Due to its retrospective and multicentre approach, the present study has some limitations. First, the indications and endoscopic expertise may differ between centres, but this design did allow the assessment of real-life management of r-NETs. Second, a centralised pathological review of r-NETs was not performed leading to missing data, for instance regarding the presence of lymphovascular invasion, which was associated with LN+ herein and therefore this relationship must be interpreted with caution. To improve this, the French national cancer institute (INCa) now recommend addressing r-NETs to the TENpath pathological network and the French Society of Pathology have also published the minimum items that must be specified on pathological reports. 36 Third, due to a median follow-up of three years, the true impact of R1 resection is difficult to assess; the very good natural history of NET-G1 with very few events requires a much longer follow-up.

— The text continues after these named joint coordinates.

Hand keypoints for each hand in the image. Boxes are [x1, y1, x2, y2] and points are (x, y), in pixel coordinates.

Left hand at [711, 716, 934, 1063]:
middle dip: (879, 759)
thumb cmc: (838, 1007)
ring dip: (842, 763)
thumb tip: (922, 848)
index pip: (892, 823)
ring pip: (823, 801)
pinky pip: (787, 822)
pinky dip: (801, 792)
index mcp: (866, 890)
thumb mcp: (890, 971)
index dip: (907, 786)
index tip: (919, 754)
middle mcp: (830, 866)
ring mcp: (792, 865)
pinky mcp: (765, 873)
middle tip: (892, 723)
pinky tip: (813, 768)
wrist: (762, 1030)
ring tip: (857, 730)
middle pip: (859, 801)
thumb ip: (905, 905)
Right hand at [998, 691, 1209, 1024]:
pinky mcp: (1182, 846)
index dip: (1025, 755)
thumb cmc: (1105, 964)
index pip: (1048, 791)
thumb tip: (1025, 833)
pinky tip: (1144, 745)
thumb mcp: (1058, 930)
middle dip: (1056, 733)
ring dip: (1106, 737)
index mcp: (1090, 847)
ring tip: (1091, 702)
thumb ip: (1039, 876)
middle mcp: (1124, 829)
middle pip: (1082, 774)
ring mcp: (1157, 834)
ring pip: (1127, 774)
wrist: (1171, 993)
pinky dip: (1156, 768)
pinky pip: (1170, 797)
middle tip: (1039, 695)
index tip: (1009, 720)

Despite these limitations, this is, to the best of our knowledge, the largest European study on this subject to date and reinforces the recommendations made on the management of these tumours.
In conclusion, r-NETs are not yet sufficiently recognised by endoscopists and, as a result, quality resection is rarely offered as a first-line treatment. When an advanced mucosectomy or dissection is performed frontline, R0 resection rates are much higher; this avoids repeated endoscopic examinations and long-term monitoring which is potentially a source of complications and stress for the patient, and the associated economic impact.
Footnotes
Acknowledgements
The authors wish to thank Philip Robinson (Hospices Civils de Lyon) for help in manuscript preparation.

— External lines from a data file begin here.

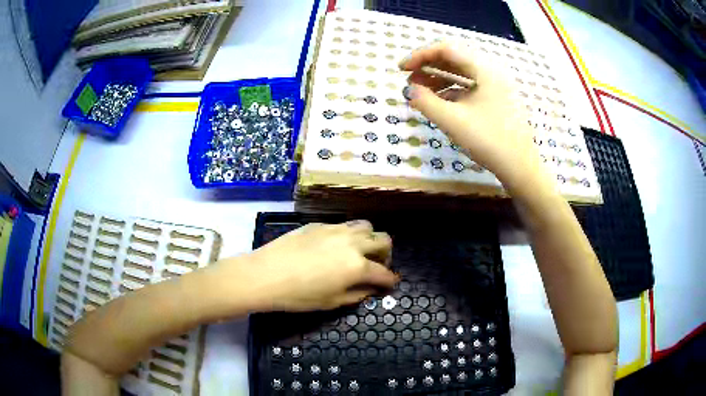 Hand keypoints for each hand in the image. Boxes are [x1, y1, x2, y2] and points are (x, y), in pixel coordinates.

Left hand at [212, 221, 397, 312]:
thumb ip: (357, 294)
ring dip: (369, 239)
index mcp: (358, 266)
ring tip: (358, 251)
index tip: (390, 284)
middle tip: (376, 266)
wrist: (266, 274)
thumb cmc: (299, 296)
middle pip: (384, 240)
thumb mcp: (331, 302)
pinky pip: (343, 225)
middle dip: (386, 254)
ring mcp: (336, 230)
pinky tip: (335, 246)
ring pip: (366, 226)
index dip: (390, 280)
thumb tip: (370, 289)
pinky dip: (348, 235)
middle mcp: (353, 243)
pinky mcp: (320, 224)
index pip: (384, 272)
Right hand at [399, 41, 545, 191]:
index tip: (401, 69)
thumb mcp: (453, 121)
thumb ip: (426, 102)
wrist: (521, 168)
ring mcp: (496, 86)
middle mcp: (492, 72)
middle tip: (409, 80)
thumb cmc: (489, 141)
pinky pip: (470, 87)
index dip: (420, 55)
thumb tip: (410, 90)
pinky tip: (439, 102)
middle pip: (455, 59)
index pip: (446, 49)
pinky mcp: (497, 100)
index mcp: (485, 69)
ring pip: (462, 74)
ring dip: (439, 79)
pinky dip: (452, 91)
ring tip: (420, 92)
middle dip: (428, 67)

Declaration of conflicting interests
None declared.
Funding
This study received financial support from a grant provided by the French group of endocrine tumours (Groupe d’Etude des Tumeurs Endocrines (GTE)) and the French NET patient association (Association de patients avec des tumeurs endocrines diverses (APTED)).
Ethics approval
This observational study was approved by the Medical Ethics Research Committee and the National Data Protection Commission on 6 November 2015 (Commission nationale de l’informatique et des liberte’s (CNIL)).
Informed consent
Written information was given to each patient.